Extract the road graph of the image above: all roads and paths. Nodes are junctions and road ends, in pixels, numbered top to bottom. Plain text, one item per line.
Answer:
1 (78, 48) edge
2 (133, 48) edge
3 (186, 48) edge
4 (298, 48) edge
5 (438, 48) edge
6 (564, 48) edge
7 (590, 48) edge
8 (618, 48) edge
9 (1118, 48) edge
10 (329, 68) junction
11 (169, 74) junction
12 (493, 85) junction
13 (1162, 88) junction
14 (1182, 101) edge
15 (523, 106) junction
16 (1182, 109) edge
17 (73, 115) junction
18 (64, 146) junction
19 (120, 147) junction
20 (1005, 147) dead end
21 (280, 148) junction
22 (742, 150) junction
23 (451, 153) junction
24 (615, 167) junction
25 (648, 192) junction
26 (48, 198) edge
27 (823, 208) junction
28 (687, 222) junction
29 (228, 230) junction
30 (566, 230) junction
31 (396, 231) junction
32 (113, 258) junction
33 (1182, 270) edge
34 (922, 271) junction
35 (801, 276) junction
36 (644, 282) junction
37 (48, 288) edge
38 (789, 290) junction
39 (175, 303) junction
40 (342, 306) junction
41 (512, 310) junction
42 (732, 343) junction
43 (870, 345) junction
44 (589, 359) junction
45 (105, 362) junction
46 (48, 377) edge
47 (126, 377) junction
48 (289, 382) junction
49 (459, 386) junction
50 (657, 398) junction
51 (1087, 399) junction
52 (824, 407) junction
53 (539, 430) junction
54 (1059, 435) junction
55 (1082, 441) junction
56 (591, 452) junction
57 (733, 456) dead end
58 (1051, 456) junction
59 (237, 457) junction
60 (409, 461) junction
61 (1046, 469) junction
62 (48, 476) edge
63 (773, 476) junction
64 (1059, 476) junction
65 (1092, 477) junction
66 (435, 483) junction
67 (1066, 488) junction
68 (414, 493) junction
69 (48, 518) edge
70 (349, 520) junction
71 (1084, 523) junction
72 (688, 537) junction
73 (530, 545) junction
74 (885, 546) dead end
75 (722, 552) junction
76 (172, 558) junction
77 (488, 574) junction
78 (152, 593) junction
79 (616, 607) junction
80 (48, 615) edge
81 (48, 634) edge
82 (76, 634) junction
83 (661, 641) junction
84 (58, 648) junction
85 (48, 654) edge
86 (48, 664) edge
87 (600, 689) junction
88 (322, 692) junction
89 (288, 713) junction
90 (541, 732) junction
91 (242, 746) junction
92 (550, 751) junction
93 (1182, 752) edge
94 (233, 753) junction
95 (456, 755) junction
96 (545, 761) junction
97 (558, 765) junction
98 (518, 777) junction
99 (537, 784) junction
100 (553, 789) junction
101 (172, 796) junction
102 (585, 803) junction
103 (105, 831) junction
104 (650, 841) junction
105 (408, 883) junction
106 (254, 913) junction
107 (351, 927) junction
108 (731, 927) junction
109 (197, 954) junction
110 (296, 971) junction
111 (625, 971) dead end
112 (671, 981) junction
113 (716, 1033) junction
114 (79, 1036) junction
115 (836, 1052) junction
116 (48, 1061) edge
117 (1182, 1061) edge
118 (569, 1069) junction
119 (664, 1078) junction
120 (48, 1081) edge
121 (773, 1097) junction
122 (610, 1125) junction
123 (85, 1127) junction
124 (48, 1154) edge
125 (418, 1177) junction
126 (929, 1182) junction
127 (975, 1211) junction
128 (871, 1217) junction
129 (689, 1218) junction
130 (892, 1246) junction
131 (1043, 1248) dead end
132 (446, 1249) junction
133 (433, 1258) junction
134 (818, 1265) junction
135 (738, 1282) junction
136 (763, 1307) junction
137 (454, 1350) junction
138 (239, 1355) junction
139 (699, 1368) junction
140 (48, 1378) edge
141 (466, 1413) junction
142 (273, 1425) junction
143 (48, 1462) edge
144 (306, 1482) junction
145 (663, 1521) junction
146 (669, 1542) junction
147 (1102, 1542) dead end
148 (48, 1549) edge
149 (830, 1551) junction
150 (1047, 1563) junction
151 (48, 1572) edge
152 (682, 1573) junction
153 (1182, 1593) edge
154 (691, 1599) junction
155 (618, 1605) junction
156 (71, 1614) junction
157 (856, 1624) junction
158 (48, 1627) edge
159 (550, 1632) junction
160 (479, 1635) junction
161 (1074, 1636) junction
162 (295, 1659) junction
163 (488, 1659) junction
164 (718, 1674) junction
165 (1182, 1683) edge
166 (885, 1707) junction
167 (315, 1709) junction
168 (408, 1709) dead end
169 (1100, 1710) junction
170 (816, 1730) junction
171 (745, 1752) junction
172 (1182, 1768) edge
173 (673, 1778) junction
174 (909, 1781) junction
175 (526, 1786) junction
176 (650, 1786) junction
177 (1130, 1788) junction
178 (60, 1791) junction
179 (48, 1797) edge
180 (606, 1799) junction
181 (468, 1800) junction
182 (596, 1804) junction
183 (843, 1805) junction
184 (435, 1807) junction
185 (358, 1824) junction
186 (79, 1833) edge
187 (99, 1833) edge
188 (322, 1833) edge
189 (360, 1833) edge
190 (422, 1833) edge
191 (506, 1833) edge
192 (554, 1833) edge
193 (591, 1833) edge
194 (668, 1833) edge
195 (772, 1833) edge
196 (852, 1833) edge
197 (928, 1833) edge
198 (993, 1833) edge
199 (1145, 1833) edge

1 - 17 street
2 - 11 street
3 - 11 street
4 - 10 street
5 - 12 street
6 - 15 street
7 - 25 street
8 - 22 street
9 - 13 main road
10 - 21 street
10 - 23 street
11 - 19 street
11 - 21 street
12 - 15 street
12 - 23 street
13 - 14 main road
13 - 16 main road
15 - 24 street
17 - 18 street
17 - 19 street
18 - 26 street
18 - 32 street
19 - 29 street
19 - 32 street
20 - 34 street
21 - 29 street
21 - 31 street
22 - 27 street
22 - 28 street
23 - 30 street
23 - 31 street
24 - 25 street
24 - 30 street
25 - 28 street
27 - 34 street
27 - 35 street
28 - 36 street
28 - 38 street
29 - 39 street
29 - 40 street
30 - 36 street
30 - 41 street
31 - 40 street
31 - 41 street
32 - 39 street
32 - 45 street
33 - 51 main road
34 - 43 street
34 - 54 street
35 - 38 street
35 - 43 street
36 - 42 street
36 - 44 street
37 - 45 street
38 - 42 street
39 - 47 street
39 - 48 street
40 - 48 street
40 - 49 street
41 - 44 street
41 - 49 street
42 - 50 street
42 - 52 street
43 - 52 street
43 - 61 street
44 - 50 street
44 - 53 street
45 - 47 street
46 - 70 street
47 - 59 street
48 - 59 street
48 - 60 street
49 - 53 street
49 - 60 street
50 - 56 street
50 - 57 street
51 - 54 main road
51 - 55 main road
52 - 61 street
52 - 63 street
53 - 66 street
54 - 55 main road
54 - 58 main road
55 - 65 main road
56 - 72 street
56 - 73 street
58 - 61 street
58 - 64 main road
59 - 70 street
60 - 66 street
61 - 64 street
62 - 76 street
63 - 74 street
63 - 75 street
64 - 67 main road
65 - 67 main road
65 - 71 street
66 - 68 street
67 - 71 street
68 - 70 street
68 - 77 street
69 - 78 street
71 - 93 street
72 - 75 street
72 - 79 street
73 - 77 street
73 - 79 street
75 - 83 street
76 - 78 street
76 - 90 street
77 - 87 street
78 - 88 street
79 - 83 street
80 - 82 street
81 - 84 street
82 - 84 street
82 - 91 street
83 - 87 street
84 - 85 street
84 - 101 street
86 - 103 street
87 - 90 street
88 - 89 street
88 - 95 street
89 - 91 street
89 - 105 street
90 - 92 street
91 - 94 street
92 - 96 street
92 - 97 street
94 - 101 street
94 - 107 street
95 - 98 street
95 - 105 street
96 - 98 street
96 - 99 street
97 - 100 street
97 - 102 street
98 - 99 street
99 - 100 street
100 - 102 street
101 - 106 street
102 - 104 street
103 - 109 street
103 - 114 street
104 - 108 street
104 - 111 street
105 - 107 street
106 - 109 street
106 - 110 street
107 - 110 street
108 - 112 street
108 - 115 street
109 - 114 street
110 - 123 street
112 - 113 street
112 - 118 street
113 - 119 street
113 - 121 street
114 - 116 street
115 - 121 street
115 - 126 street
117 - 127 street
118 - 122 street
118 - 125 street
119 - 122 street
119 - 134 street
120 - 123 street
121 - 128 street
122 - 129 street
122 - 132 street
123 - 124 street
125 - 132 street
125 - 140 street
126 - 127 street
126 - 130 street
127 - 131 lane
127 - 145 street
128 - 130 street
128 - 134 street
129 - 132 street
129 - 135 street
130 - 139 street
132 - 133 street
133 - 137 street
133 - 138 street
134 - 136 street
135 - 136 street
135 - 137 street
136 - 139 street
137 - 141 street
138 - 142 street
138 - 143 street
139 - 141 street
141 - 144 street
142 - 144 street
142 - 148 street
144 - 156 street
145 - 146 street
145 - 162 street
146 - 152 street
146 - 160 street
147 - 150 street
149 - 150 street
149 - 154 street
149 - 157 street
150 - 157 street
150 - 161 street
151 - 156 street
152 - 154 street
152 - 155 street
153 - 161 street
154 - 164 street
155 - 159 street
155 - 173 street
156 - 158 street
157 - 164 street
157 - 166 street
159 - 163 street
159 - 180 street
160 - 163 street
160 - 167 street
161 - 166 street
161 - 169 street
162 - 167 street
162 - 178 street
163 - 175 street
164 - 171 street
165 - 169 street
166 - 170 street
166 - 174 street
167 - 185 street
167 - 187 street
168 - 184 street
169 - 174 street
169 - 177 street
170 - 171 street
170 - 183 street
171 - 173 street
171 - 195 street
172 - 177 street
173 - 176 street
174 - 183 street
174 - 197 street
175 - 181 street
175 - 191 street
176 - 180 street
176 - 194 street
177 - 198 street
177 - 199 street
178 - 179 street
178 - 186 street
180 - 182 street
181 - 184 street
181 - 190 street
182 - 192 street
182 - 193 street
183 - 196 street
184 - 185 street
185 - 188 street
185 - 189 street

WHAT THE TASK ASKS: For each line above that includes "main", make a copy.

RESPONSE TO THIS TASK:
9 - 13 main road
13 - 14 main road
13 - 16 main road
33 - 51 main road
51 - 54 main road
51 - 55 main road
54 - 55 main road
54 - 58 main road
55 - 65 main road
58 - 64 main road
64 - 67 main road
65 - 67 main road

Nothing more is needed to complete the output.